=== Section Start ===
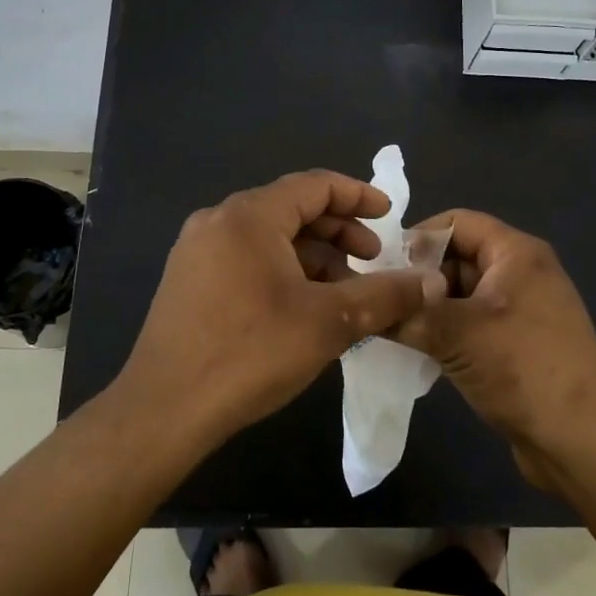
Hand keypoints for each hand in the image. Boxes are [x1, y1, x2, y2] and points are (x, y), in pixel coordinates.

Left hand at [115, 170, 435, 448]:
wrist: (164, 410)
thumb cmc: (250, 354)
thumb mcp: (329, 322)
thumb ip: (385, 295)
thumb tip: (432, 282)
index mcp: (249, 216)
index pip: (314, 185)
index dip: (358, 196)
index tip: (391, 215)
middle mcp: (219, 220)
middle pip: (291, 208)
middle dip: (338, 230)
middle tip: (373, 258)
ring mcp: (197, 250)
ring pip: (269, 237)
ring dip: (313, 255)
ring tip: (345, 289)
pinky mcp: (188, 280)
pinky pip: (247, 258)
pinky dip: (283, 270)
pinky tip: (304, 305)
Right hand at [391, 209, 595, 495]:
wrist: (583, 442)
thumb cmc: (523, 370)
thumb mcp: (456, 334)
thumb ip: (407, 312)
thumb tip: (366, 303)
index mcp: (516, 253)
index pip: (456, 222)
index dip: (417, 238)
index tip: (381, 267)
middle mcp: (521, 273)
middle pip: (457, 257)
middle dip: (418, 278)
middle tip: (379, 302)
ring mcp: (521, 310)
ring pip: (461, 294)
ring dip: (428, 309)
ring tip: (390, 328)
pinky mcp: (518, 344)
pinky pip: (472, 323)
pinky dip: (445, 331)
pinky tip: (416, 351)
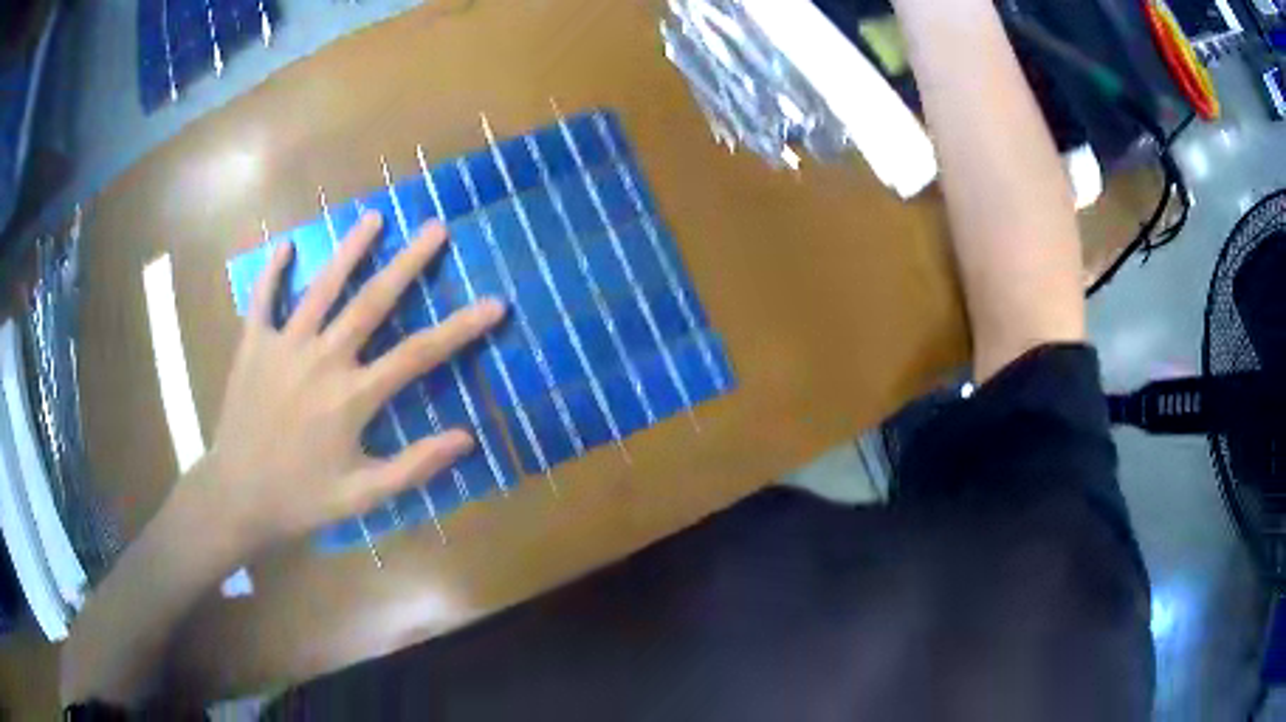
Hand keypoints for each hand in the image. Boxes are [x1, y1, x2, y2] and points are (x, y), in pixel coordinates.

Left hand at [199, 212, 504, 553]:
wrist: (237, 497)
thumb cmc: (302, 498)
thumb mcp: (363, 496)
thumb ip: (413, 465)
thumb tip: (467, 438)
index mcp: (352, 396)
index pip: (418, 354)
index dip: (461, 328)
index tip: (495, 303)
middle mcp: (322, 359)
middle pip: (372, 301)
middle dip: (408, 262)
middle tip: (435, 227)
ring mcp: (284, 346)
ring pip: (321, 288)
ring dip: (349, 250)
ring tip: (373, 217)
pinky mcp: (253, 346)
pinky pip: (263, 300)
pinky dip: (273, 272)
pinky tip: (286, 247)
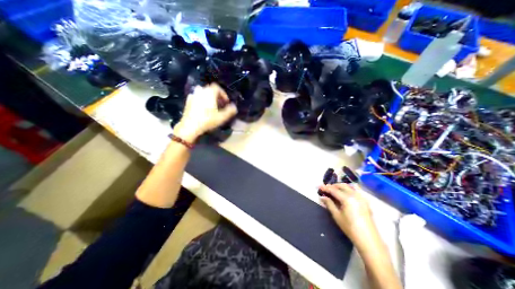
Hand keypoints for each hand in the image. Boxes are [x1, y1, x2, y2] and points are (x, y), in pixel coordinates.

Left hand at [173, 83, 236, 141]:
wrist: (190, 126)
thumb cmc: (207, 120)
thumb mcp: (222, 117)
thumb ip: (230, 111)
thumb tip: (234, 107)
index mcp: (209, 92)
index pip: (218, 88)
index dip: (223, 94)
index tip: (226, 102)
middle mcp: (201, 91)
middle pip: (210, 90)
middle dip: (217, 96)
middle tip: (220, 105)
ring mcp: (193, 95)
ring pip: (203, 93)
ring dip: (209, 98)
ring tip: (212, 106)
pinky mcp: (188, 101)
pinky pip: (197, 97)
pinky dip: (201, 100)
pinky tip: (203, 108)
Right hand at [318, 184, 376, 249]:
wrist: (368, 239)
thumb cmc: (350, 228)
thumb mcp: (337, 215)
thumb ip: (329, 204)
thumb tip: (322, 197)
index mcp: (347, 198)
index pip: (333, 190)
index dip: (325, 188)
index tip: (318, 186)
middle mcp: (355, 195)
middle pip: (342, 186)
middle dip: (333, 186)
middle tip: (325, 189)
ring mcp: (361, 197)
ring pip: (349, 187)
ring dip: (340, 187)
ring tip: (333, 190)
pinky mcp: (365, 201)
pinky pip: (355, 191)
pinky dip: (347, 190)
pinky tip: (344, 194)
=== Section End ===
=== Section Start ===
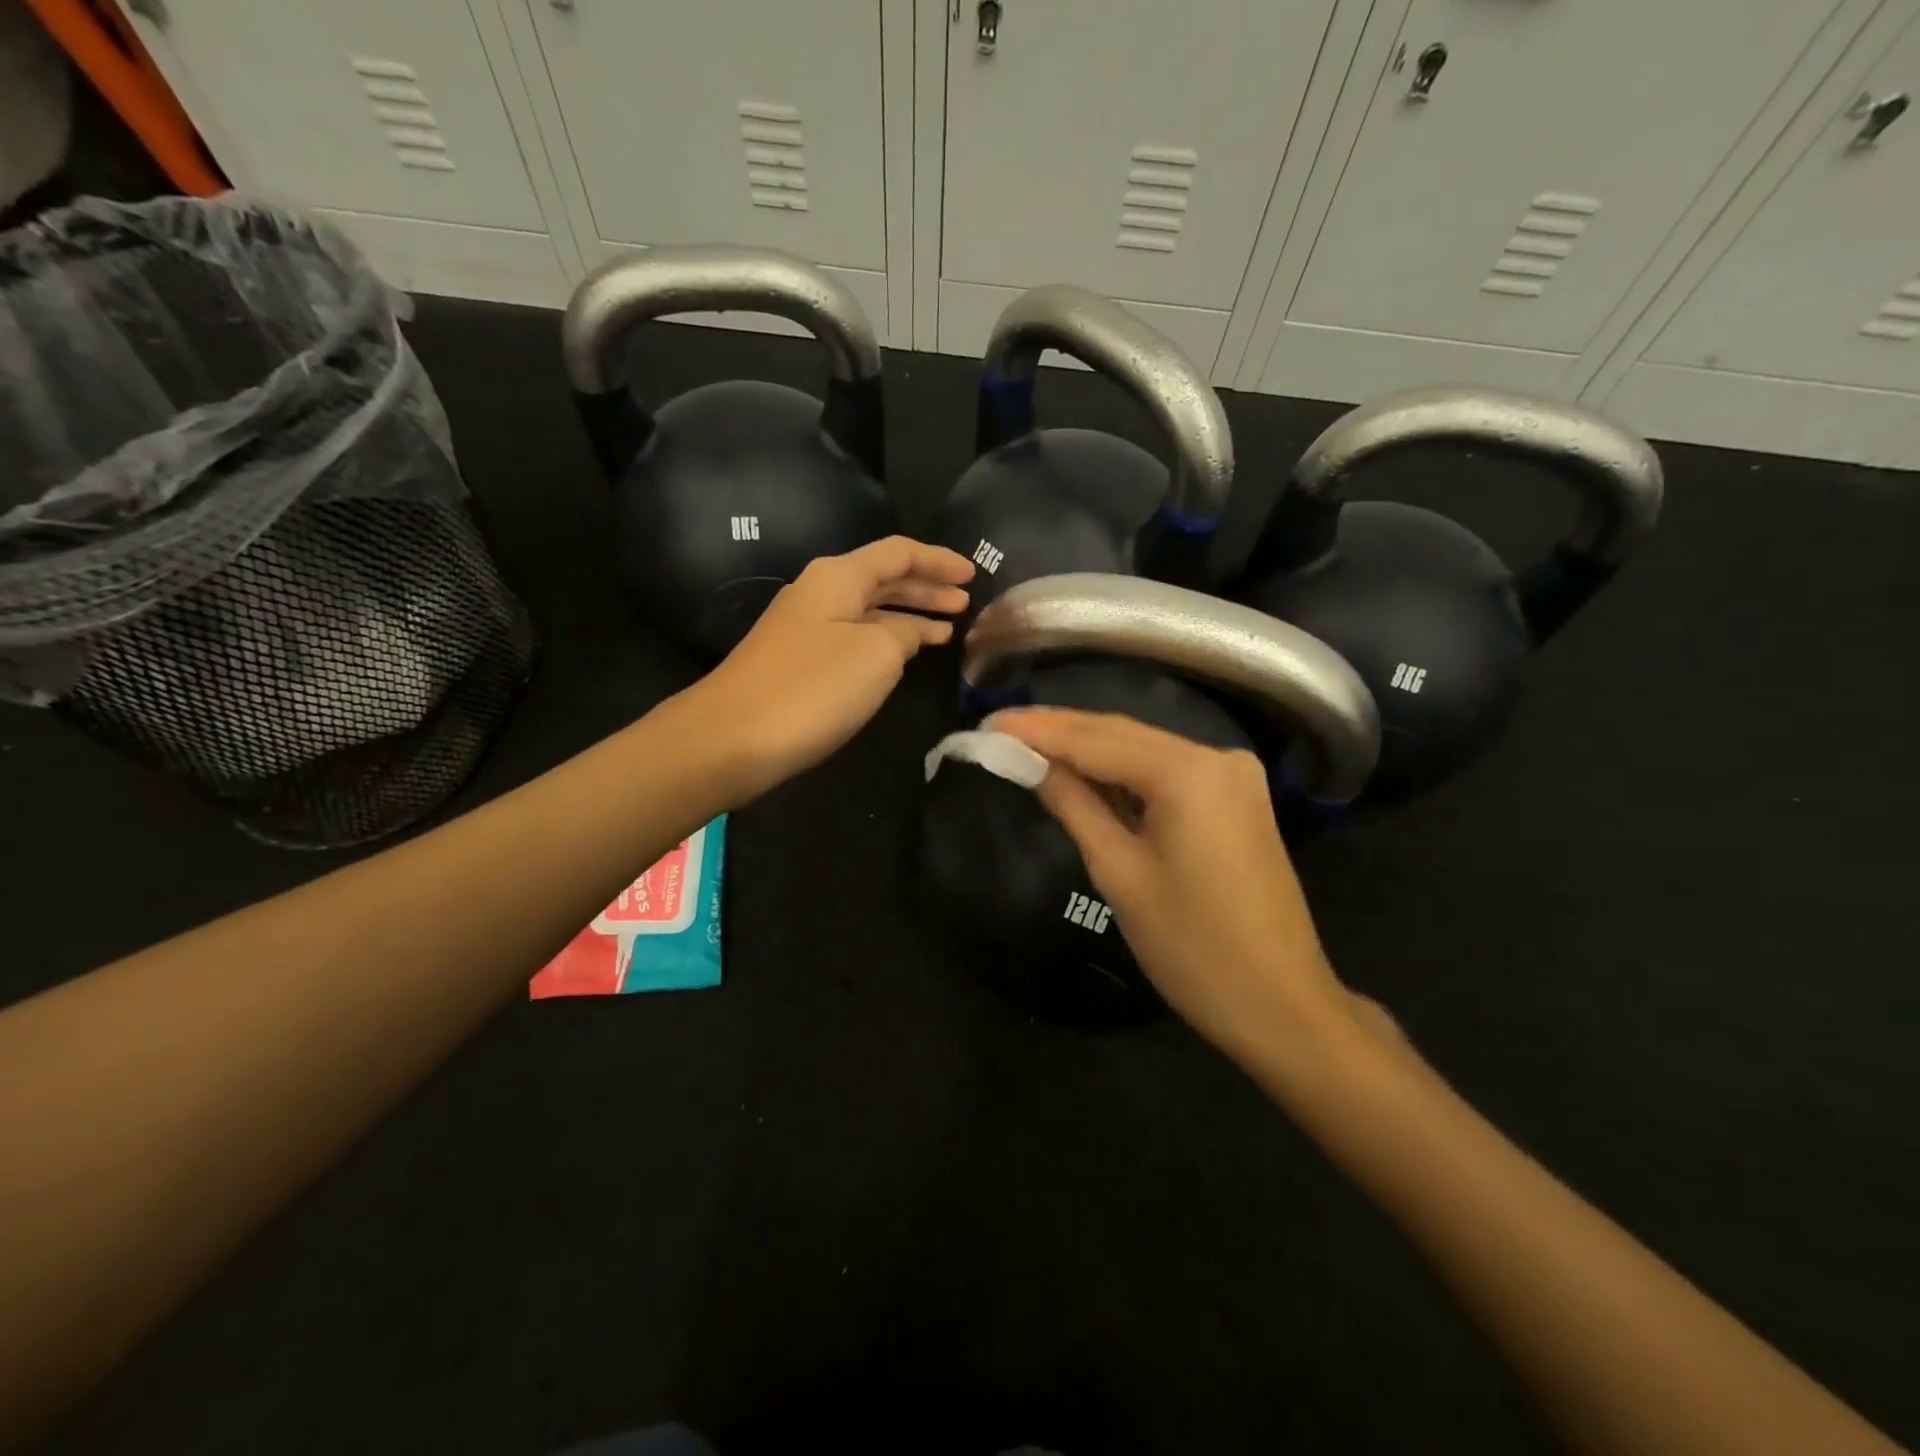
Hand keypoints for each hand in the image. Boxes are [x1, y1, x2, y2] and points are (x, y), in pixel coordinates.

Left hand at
=== Section End ===
REQUIRED WORK » Write out, word for word, the stretch of entries that begins at the line with "middle dip: (338, 230)" and ends at the line with "index tip: (495, 303)". Pictures do not belong in it.

FINAL ANSWER »
middle dip: (338, 230)
middle tip: (373, 258)
ring mcp: (197, 250)
ring pip: (269, 237)
ring dip: (313, 255)
ring tip: (345, 289)
pinky mcp: (188, 280)
pinky pip: (247, 258)
pinky dip: (283, 270)
pinky tip: (304, 305)
Right hand at [391, 209, 595, 495]:
wrist: (583, 442)
thumb cmc: (523, 370)
thumb mcp: (456, 334)
thumb ip: (407, 312)
thumb tip: (366, 303)
index mcp: (516, 253)
index pip: (456, 222)
index dip: (417, 238)
index tip: (381, 267)
middle mcp: (521, 273)
middle pip: (457, 257)
middle dip: (418, 278)
middle tip: (379, 302)
ring mcp: (521, 310)
ring pip: (461, 294)
ring dip: (428, 309)
ring tip: (390, 328)
pinky mcp: (518, 344)
pinky pip: (472, 323)
pinky dip: (445, 331)
pinky tip: (416, 351)
Hand keypoints for each hand in the image. Boxes are [x1, y1, x2, y2] and points are (x, y), in pixel coordinates.

Left hand at [199, 212, 504, 553]:
wrist: (237, 497)
thumb cmc: (302, 498)
thumb mcp: (363, 496)
thumb ip: (413, 465)
thumb tip: (467, 438)
index mcp: (352, 396)
index pip: (418, 354)
index dip: (461, 328)
index tip: (495, 303)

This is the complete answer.